-------- Exercise input --------

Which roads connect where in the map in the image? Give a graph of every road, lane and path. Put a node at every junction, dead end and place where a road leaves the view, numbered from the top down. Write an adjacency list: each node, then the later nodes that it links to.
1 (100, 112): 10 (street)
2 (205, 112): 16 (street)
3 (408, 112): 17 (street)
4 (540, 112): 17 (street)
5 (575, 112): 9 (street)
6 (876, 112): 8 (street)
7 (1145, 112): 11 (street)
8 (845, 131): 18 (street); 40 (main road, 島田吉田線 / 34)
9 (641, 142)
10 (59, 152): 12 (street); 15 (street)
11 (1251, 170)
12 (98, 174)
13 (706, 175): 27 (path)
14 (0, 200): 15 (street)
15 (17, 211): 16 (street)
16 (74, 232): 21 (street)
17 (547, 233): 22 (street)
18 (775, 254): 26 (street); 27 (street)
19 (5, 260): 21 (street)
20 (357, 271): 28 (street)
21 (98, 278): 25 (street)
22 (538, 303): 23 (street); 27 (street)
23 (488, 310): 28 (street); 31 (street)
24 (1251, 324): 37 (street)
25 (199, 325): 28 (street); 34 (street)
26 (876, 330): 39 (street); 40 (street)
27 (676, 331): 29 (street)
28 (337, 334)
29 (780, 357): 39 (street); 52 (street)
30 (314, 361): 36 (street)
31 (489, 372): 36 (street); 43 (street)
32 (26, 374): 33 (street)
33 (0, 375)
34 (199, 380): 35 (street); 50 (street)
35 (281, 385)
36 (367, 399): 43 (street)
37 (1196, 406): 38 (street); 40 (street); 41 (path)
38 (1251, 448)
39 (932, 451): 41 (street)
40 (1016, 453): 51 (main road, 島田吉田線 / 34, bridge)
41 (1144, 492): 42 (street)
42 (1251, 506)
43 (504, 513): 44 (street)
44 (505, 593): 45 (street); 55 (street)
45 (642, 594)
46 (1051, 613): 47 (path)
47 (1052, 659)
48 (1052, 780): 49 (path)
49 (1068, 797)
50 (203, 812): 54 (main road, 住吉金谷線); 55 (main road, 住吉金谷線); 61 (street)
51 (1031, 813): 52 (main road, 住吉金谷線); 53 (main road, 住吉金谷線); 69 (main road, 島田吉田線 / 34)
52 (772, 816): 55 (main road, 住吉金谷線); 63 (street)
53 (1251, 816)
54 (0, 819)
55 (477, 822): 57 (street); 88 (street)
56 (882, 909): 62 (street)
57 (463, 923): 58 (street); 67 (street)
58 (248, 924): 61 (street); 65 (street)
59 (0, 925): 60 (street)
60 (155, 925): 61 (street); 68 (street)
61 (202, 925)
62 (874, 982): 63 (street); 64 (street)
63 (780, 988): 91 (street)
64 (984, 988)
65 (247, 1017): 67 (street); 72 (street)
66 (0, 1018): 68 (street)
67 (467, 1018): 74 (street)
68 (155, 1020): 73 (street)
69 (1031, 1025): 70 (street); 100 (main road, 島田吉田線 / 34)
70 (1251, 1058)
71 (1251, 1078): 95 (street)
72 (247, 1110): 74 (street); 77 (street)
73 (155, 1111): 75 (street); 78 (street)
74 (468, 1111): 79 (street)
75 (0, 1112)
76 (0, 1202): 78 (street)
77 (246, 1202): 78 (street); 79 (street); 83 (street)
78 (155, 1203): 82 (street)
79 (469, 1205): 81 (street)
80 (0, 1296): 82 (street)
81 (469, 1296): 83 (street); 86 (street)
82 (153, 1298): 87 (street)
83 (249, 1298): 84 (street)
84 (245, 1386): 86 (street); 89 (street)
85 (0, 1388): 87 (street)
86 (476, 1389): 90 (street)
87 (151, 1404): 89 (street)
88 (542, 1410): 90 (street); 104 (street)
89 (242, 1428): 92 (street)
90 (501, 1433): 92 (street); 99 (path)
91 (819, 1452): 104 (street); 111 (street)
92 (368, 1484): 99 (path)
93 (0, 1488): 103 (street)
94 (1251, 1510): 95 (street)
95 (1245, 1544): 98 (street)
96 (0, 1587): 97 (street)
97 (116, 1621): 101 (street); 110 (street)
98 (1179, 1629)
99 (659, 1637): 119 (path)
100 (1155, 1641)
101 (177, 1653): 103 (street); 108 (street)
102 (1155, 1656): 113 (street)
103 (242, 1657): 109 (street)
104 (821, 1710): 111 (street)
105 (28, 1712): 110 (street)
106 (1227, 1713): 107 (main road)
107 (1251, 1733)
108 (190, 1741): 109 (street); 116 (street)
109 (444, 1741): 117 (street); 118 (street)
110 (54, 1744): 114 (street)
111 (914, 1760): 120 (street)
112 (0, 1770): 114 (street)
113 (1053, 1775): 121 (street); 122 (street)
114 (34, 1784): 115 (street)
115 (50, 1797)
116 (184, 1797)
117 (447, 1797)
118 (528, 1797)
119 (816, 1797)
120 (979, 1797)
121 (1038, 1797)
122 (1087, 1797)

--------

Scan the data above, find each line with "島田吉田線", and copy it.

§ **Task solution**:
8 (845, 131): 18 (street); 40 (main road, 島田吉田線 / 34)
40 (1016, 453): 51 (main road, 島田吉田線 / 34, bridge)
51 (1031, 813): 52 (main road, 住吉金谷線); 53 (main road, 住吉金谷線); 69 (main road, 島田吉田線 / 34)
69 (1031, 1025): 70 (street); 100 (main road, 島田吉田線 / 34)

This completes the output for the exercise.